DENVER – A Ray Scott (R-Grand Junction) bill that cleared the Senate Transportation Committee Thursday will help improve public safety by putting more teeth behind 811 rules requiring builders, excavators and others to “call before you dig” in proximity to buried energy or utility lines.

Scott attributed the bill's success to 2 years of work building broad stakeholder support. “After 20 months of work involving 58 stakeholders, Senator Kerry Donovan and I passed the 811 reform bill out of Senate Transportation Committee with a 4-1 bipartisan vote,” Scott said Thursday. “This has been the most difficult and technical measure I have worked in in my 7 years in the building.”

The bill aims at improving compliance with existing 811 rules by boosting the financial penalties that can be assessed against builders, excavators, agricultural operators or others who don’t use the system to check for buried infrastructure before breaking ground.
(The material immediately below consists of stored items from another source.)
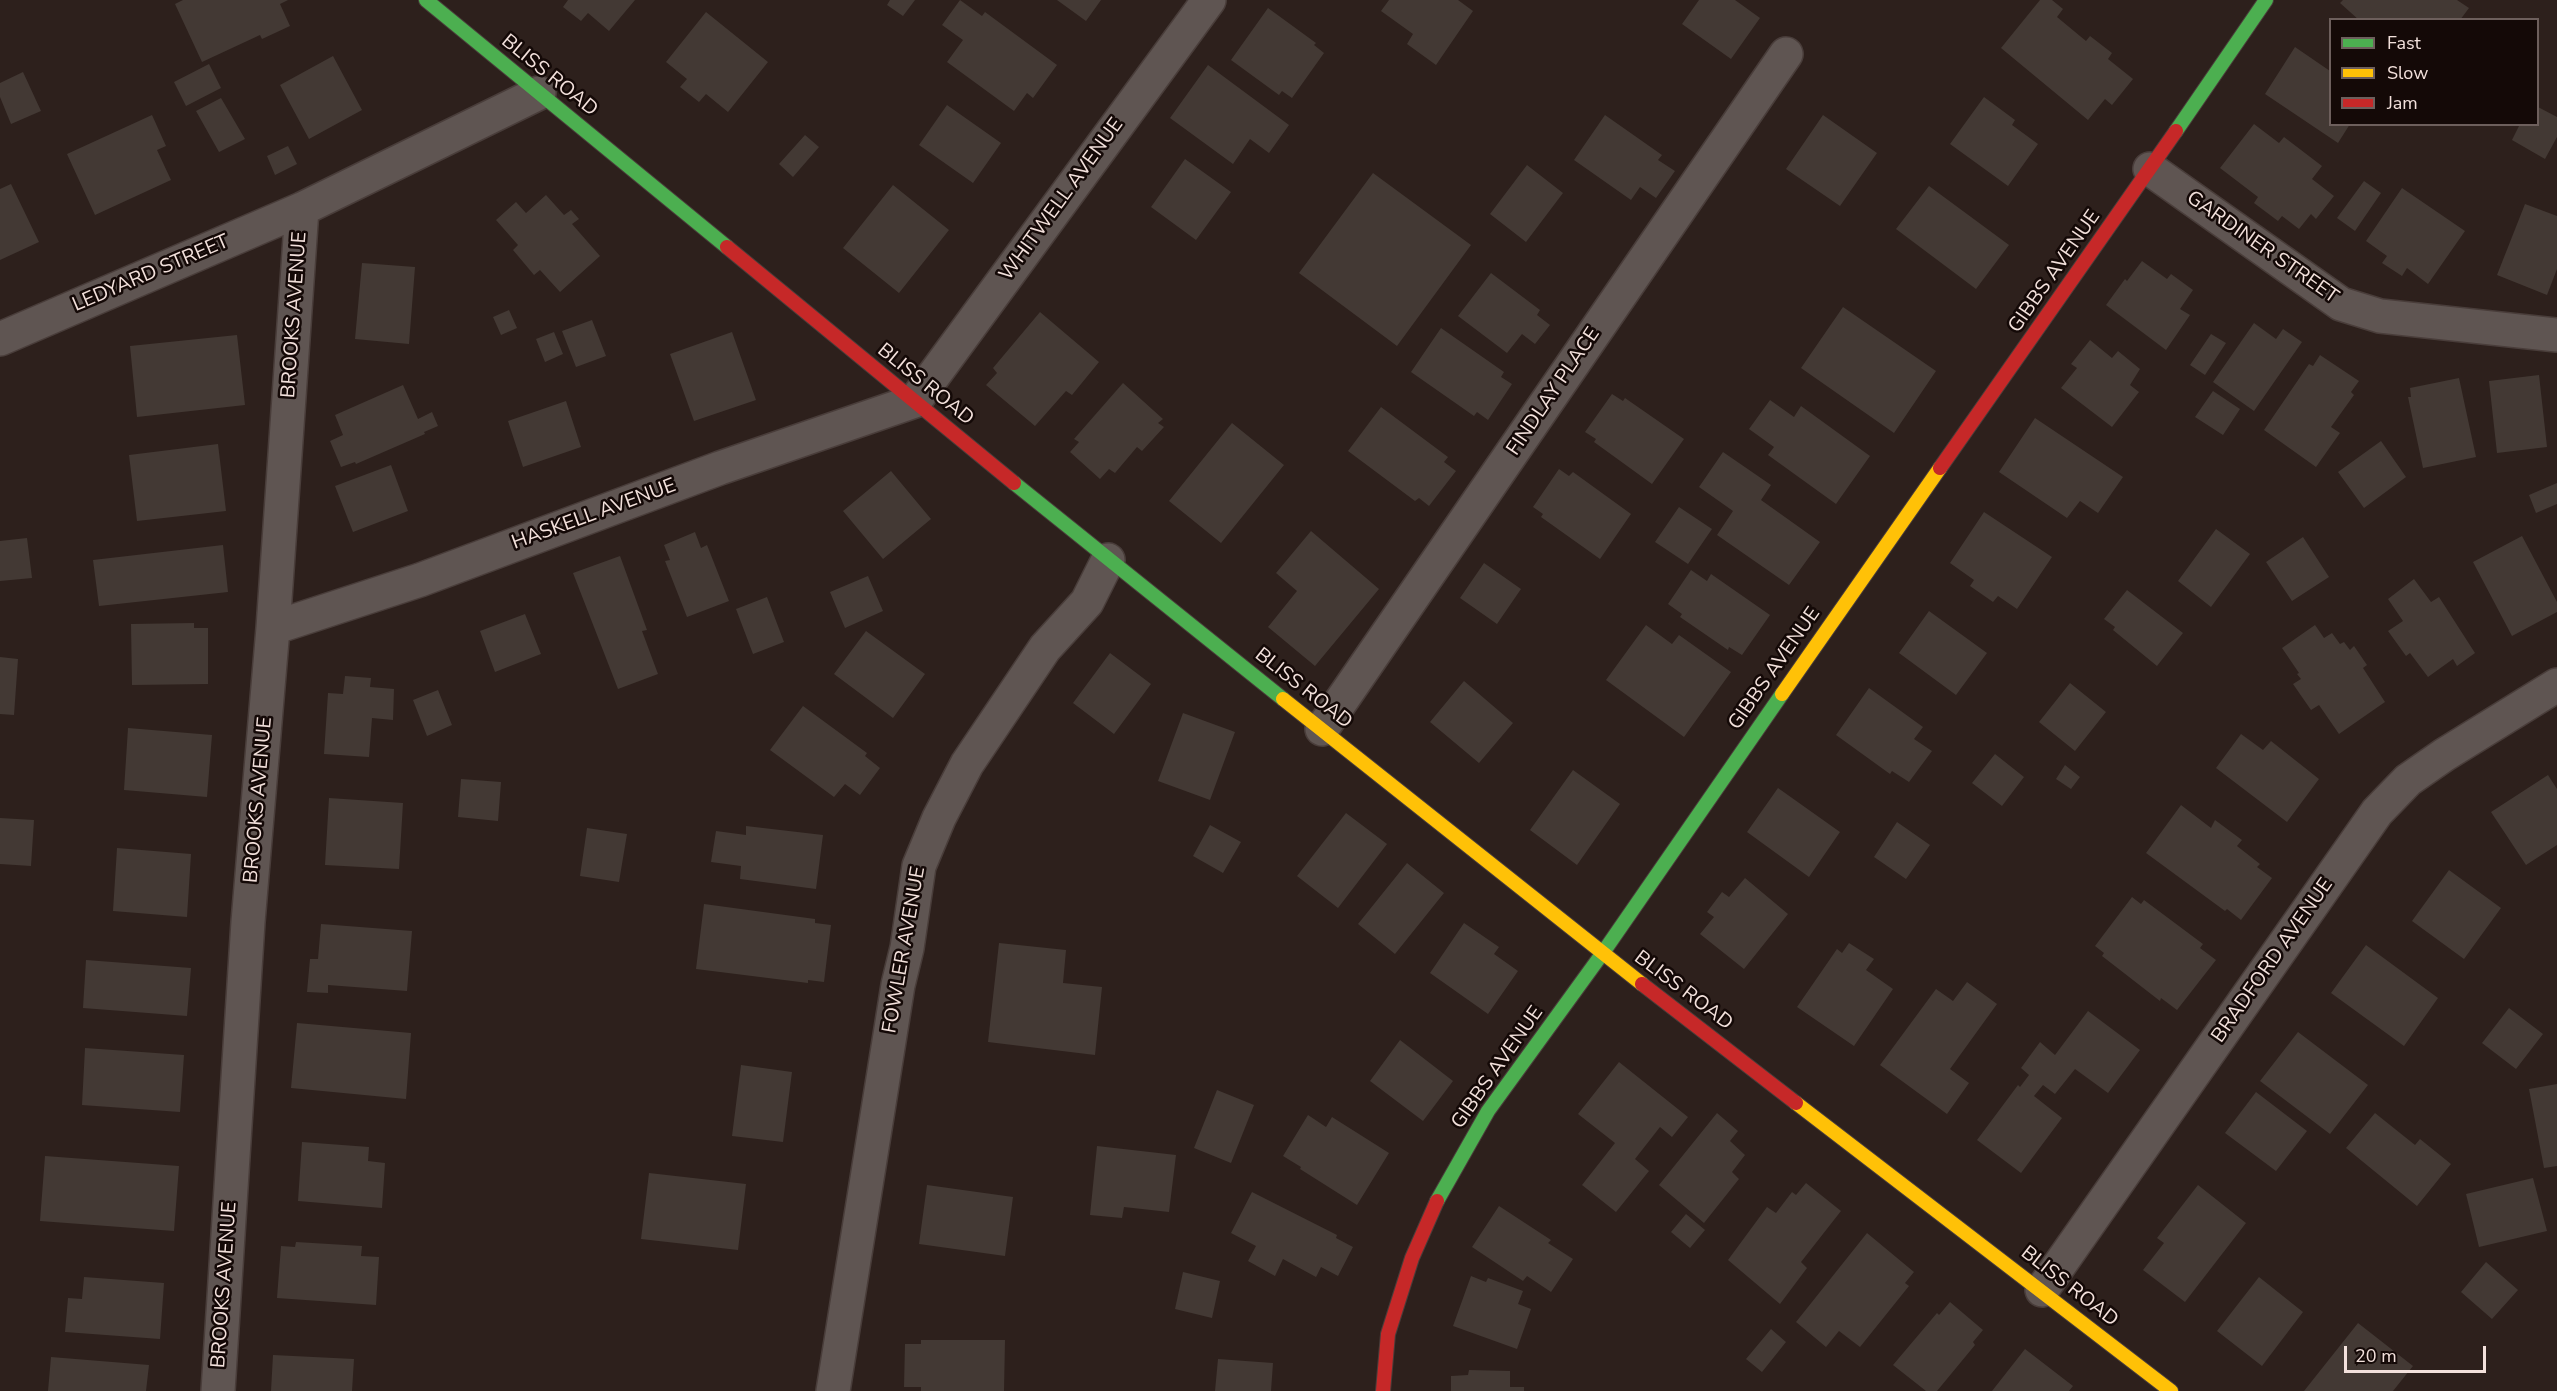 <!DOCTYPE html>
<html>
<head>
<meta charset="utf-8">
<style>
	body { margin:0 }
	#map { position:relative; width:2557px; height:1391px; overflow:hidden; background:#2d201c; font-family:"Nunito Sans",sans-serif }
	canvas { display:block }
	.legend { position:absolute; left:2329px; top:18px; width:210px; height:108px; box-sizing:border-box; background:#140907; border:2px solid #6d5f5c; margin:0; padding:8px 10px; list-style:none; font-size:18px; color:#f3e1dc }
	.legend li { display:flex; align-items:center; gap:12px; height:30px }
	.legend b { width:30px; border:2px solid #6d5f5c }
	.scale { position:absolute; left:2344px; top:1346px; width:142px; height:27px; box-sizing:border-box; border:3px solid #f3e1dc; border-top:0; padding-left:8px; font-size:18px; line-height:21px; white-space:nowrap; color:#f3e1dc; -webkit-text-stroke:4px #140907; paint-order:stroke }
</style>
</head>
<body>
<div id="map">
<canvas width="2557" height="1391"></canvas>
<ul class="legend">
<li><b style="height:8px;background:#4caf50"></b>Fast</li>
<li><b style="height:8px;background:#ffc107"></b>Slow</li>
<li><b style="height:8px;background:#c62828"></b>Jam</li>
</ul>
<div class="scale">20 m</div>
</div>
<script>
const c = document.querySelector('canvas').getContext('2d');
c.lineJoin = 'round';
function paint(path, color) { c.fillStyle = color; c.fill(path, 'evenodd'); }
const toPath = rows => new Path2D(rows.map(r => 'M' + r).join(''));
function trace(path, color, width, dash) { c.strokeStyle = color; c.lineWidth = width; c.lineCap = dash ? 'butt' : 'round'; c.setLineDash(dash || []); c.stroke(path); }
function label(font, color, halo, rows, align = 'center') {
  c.font = font + ' "Nunito Sans",sans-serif'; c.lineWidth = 5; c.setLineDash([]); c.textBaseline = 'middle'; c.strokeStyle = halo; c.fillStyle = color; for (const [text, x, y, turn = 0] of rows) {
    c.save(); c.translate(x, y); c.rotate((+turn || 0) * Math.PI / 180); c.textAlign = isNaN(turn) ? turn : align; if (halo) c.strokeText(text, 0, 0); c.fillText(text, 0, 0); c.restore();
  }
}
paint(toPath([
	[183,0,288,0,280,4,290,26,262,39,260,35,202,62,175,4],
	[568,0,635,0,609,31,588,13,581,21,563,7],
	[890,0,915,0,903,16,887,5],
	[960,0,982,16,985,12,1057,65,1033,98,1027,93,1014,111,947,62,963,40,942,25],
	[1057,0,1101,0,1086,21],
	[1389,0,1458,0,1473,11,1436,65,1407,44,1413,34,1381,11],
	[1699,0,1735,0,1760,18,1731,59,1682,24],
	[2040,0,2052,0,2063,9,2057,17,2086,41,2090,36,2112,53,2108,59,2133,79,2112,105,2105,99,2088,120,2001,48],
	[2343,0,2457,0,2469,8,2460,20,2359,20,2340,3],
	[1268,8,1316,43,1314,45,1324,53,1292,98,1282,91,1279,95,1231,60],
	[706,12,768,62,728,112,706,94,699,102,680,87,687,79,666,62],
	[2295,47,2330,71,2330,124,2350,124,2338,143,2265,94],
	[333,56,362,110,309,139,280,85],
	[209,64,221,88,186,106,174,82],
	[1208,65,1289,125,1269,153,1250,139,1233,164,1170,118],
	[23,72,41,111,11,124,0,97,0,83],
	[1984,97,2015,120,2012,125,2038,144,2008,186,1950,144],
	[221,98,245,139,219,152,196,111],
	[947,105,1001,143,973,183,919,145],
	[2538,107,2557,117,2557,137,2545,159,2512,140,2520,124,2538,124],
	[152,115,166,146,157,150,171,180,95,215,67,154],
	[1605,115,1662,155,1658,160,1675,171,1656,198,1640,187,1631,200,1574,160],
	[1823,115,1877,153,1840,206,1786,169],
	[2254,124,2279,143,2284,137,2322,166,2312,179,2334,196,2316,219,2311,214,2299,229,2282,216,2278,221,2254,203,2258,197,2220,168],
	[805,135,819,147,793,177,779,164],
	[288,146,297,164,275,175,267,156],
	[1185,159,1231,192,1196,240,1151,207],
	[1527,165,1563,193,1526,242,1490,214],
	[1373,173,1471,245,1397,346,1299,273],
	[2364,181,2381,193,2355,231,2337,218],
	[11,184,39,242,0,260,0,189],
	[893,185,949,230,899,293,843,248],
	[1929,186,2009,245,1976,289,1896,229],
	[2402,188,2465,231,2428,284,2407,268,2402,276,2382,263,2387,256,2366,241],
	[546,195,564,215,571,210,579,219,572,224,600,256,560,292,540,270,534,275,513,250,518,245,496,220,516,202,526,213],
	[2525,204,2557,216,2557,269,2547,295,2497,275],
	[2142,261,2167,279,2171,274,2193,290,2180,309,2190,315,2166,350,2106,305,2125,279,2127,281],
	[362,263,415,267,409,344,355,339],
	[1491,273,1540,310,1537,315,1550,325,1535,344,1522,334,1507,353,1458,316],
	[1843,307,1936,371,1894,433,1801,368],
	[509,310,517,328,501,335,493,317],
	[1040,312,1099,362,1072,395,1066,391,1035,426,986,385,997,373,993,368],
	[592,320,606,356,576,367,562,331],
	[2254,323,2276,339,2283,329,2302,342,2254,411,2213,382],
	[1441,328,1504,372,1501,377,1512,384,1488,420,1477,412,1474,416,1411,372],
	[554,332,563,354,545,362,536,339],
	[732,332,756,400,694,421,670,354],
	[2211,334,2226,343,2205,375,2190,365],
	[237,335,245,405,137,417,130,346],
	[2090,340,2112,358,2118,351,2140,369,2130,385,2139,392,2112,427,2061,388,2077,368,2071,364],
	[2320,355,2359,381,2351,392,2354,395,2331,427,2340,433,2316,467,2264,430,2309,364,2313,366],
	[2539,375,2547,447,2497,453,2489,381],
	[2459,378,2476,457,2423,468,2408,397,2411,397,2410,388],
	[1123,383,1163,419,1158,423,1164,427,1142,451,1137,447,1115,473,1109,469,1100,479,1070,452,1079,442,1074,439],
	[403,385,418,419,432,412,438,426,424,432,425,434,356,464,355,462,341,467,330,441,343,435,335,415],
	[2213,391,2240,409,2223,435,2195,417],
	[1612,394,1623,401,1625,398,1684,439,1652,484,1594,442,1596,439,1585,432],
	[1770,400,1794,417,1801,406,1870,456,1836,504,1768,455,1774,447,1749,429],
	[566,401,581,447,523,467,508,421],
	[1381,407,1448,457,1444,462,1456,471,1429,506,1419,498,1415,501,1348,451],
	[2035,418,2123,477,2098,513,2080,501,2067,518,1999,472],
	[1232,423,1284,465,1221,543,1169,501],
	[2381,441,2406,477,2364,508,2338,472],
	[218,444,226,511,137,521,129,455],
	[1723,452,1771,485,1761,500,1820,542,1789,585,1717,535,1733,511,1699,487],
	[391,465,408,511,353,532,335,486],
	[1559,469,1569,476,1573,472,1631,514,1600,559,1541,517,1543,514,1533,507],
	[891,471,931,519,883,559,843,511],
	[2557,483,2557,504,2536,513,2529,495],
	[1679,507,1712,529,1688,564,1655,542],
	[1984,512,2052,557,2017,609,1998,596,1993,602,1970,586,1974,580,1950,563],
	[2216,529,2250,554,2211,607,2178,581],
	[1311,531,1379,589,1315,666,1268,627,1297,591,1276,573],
	[695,532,701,548,707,545,729,601,687,617,665,561,670,560,664,545],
	[2522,536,2557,602,2557,612,2512,636,2473,562],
	[2303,537,2329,577,2292,601,2266,562],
	[27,538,32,578,0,581,0,541],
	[223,545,228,592,99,606,93,560],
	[620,556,647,630,642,631,658,674,618,689,573,573],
	[1484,563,1521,589,1497,624,1460,598],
	[1691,570,1707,581,1711,574,1770,615,1742,655,1729,647,1728,650,1680,617,1682,614,1668,604],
	[868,576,883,611,845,628,830,592],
	[2414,579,2431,602,2439,597,2475,653,2457,666,2453,659,2428,677,2410,653,2406,656,2388,631,2403,621,2388,599],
	[2127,590,2183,633,2157,666,2113,630,2115,627,2104,619],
	[767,597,784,642,753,654,736,609],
	[1929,611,1987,653,1956,695,1899,653],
	[525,614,541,654,495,672,480,631],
	[194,623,194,628,208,628,208,684,132,685,131,624],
	[1646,625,1672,644,1679,635,1731,672,1684,737,1606,680],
	[2315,625,2324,638,2332,633,2340,644,2344,642,2350,650,2354,646,2367,665,2363,668,2385,702,2339,734,2319,705,2311,710,2293,684,2301,679,2297,674,2299,673,2282,648],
	[866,631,925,674,893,718,834,674],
	[1110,653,1151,684,1114,734,1073,703],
	[0,657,18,659,14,715,0,714],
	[345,676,371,678,370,687,394,689,393,720,372,718,369,757,324,754,328,693,343,694],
	[1464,681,1513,723,1479,763,1430,722],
	[2070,683,2106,712,2075,751,2039,722],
	[1869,688,1923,727,1914,739,1932,751,1909,782,1892,771,1890,774,1836,735],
	[438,690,452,725,427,736,413,700],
	[803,706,867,753,865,756,880,768,860,795,845,784,834,797,770,750],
	[1183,713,1235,732,1210,800,1158,781],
	[128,728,212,735,207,797,124,790],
	[2241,734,2263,750,2271,741,2319,779,2287,822,2216,768],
	[1995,754,2024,777,2002,806,1972,783],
	[2065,765,2080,777,2071,789,2056,779],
	[1573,770,1620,804,1577,865,1530,830],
	[2548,775,2557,789,2557,845,2526,865,2491,812],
	[461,779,501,782,498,821,458,817],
	[1778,788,1840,832,1809,877,1747,832],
	[329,798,403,803,399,869,325,865],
	[2181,805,2211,828,2215,820,2242,840,2237,846,2260,864,2257,867,2272,878,2241,920,2227,909,2225,911,2146,853],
	[1346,813,1387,844,1338,908,1297,876],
	[0,818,34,820,31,866,0,864],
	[1897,822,1930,845,1906,879,1874,857],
	[1210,825,1241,842,1223,873,1193,856],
	[746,826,823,835,816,889,740,879,741,866,711,862,716,831,746,835],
	[587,828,627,834,619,882,580,876],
	[117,848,191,854,187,917,113,911],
	[1407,863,1444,893,1395,954,1358,924],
	[2449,870,2501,908,2464,959,2412,921],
	[1745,878,1788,914,1744,969,1700,934,1714,917,1707,912,1722,892,1729,897],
	[2132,897,2141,904,2144,900,2203,944,2200,948,2216,960,2177,1010,2161,998,2160,1001,2102,956,2104,953,2095,946],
	[704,904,815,919,815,923,831,925,824,982,808,980,808,983,696,969],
	[1464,923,1499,947,1494,954,1518,971,1488,1014,1430,973],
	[321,924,412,931,407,991,328,985,328,993,307,992,310,959,318,959],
	[999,943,1066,950,1063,983,1102,987,1095,1055,988,1042],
	[1849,943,1874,959,1866,970,1893,989,1854,1046,1797,1007,1837,949,1842,953],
	[2366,945,2438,998,2404,1046,2331,993],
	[86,960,191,968,187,1016,83,1008],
	[1967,982,1997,1004,1950,1069,1969,1083,1947,1114,1880,1065,1936,989,1953,1001],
	[2509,1008,2543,1034,2516,1069,2482,1043],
	[2088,1011,2140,1050,2108,1093,2075,1069,2055,1094,2043,1085,2034,1096,2062,1118,2021,1173,1977,1140,2018,1085,2020,1087,2029,1075,2021,1068,2040,1042,2055,1055],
	[297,1023,411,1033,406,1099,291,1088],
	[2298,1032,2368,1085,2330,1134,2260,1081],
	[1400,1040,1453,1081,1423,1121,1370,1081],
	[85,1048,184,1055,180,1112,82,1105],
	[1619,1062,1688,1117,1672,1137,1660,1127,1635,1159,1649,1171,1616,1212,1582,1185,1615,1143,1578,1114],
	[741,1065,792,1072,783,1142,732,1136],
	[2557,1084,2557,1166,2544,1168,2529,1089],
	[1217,1090,1254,1105,1231,1163,1194,1148],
	[2256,1092,2307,1131,2276,1171,2225,1133],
	[1717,1113,1738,1131,1730,1141,1745,1155,1732,1172,1739,1179,1704,1223,1659,1185],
	[2375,1113,2415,1145,2420,1139,2451,1164,2417,1206,2346,1148],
	[1308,1115,1326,1127,1332,1117,1389,1153,1357,1205,1300,1169,1301,1167,1283,1156],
	[302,1142,369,1147,368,1161,385,1163,382,1208,298,1201],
	[1097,1146,1176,1155,1169,1212,1124,1207,1122,1218,1090,1215],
	[45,1156,179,1166,174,1231,40,1221],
	[649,1173,746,1184,738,1250,641,1239],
	[2533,1178,2547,1231,2479,1247,2466,1194],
	[1806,1183,1841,1211,1801,1262,1807,1268,1780,1304,1728,1260,1767,1207,1776,1213,1792,1192,1796,1195],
	[927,1185,1013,1197,1005,1256,919,1244],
	[2198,1185,2246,1223,2185,1302,2143,1270,2164,1243,2157,1238],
	[1252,1192,1337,1235,1336,1238,1353,1247,1338,1276,1321,1267,1316,1277,1283,1259,1275,1276,1248,1261,1256,1246,1231,1233],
	[1499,1206,1551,1240,1548,1243,1573,1259,1551,1292,1527,1276,1523,1281,1472,1247],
	[1686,1214,1705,1230,1690,1248,1671,1232],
	[1867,1233,1914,1272,1905,1283,1909,1286,1860,1347,1839,1331,1826,1347,1796,1322],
	[296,1242,362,1246,361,1256,379,1257,376,1305,277,1298,281,1246,295,1247],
	[2486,1262,2518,1290,2492,1319,2461,1292],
	[1183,1272,1220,1281,1212,1318,1175,1309],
	[1471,1276,1486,1282,1488,1278,1523,1291,1518,1304,1531,1309,1517,1349,1453,1326],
	[84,1277,164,1283,160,1339,65,1332,68,1298,82,1299],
	[2259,1277,2303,1312,2262,1366,2217,1331],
	[1950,1302,1983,1330,1973,1342,1975,1345,1937,1391,1926,1391,1893,1365,1937,1313,1939,1315],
	[2358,1323,2413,1366,2393,1391,2304,1391],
	[1771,1329,1786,1342,1762,1372,1746,1359],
	[921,1340,1005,1340,1004,1391,921,1391,921,1387,904,1387,905,1344,921,1344],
	[2025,1349,2073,1386,2069,1391,1992,1391],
	[273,1355,354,1359,352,1391,271,1391],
	[51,1357,149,1365,146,1391,48,1391],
	[1218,1359,1273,1363,1271,1391,1215,1391],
	[1469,1370,1510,1371,1510,1387,1524,1387,1524,1391,1451,1391,1451,1376,1468,1375]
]), '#433934');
const street = toPath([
	[2150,169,2341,304,2380,316,2557,335],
	[0,339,302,209,539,93],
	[273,628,420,580,720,468,915,401,1209,0],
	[1322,729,1786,54],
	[2042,1290,2377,812,2408,780,2444,755,2557,685],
	[218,1391,248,922,273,628,302,209],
	[833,1391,898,985,907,948,919,866,939,818,967,764,1045,648,1087,602,1108,560]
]);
const fast = toPath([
	[426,0,727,247],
	[2176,131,2266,0],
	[1014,483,1283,699],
	[1437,1201,1488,1111,1602,954,1782,694]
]);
const slow = toPath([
	[1782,694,1940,468],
	[1283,699,1642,984],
	[1796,1103,2171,1391]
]);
const jam = toPath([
	[727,247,1014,483],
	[1940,468,2176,131],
	[1642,984,1796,1103],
	[1383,1391,1388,1334,1412,1258,1437,1201]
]);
trace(street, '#493d3a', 36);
trace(fast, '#493d3a', 16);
trace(slow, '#493d3a', 16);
trace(jam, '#493d3a', 16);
trace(street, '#5f5552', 33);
trace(fast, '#4caf50', 14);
trace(slow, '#ffc107', 14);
trace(jam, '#c62828', 14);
label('20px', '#f3e1dc', '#140907', [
	["BLISS ROAD",549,76,39],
	["WHITWELL AVENUE",1062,200,-54],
	["GARDINER STREET",2262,248,35],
	["GIBBS AVENUE",2055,272,-55],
	["LEDYARD STREET",151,274,-23],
	["BROOKS AVENUE",295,315,-86],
	["BLISS ROAD",925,385,39],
	["FINDLAY PLACE",1554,392,-56],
	["HASKELL AVENUE",594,515,-20],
	["GIBBS AVENUE",1775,669,-55],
	["BLISS ROAD",1303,689,38],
	["BROOKS AVENUE",259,800,-85],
	["FOWLER AVENUE",905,950,-80],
	["BRADFORD AVENUE",2273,961,-55],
	["BLISS ROAD",1683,991,37],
	["GIBBS AVENUE",1498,1068,-55],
	["BROOKS AVENUE",225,1285,-86],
	["BLISS ROAD",2069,1287,38]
]);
</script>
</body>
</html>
SB-167 also creates an Underground Damage Prevention Safety Commission, made up of a cross section of stakeholders, including local government representatives, which will field complaints and take remedial action against offenders.

Perhaps most importantly, SB-167 will bring Colorado into compliance with new damage prevention enforcement rules issued by the U.S. Department of Transportation’s Pipeline and Hazardous Materials Safety Administration in 2015.

In late 2017, Senator Scott and Donovan held town halls across Colorado in an effort to raise public awareness of the 811 System and build support for the bill. And the effort seems to be paying-off in early success for SB-167

The bill now moves to the Senate Finance Committee for consideration.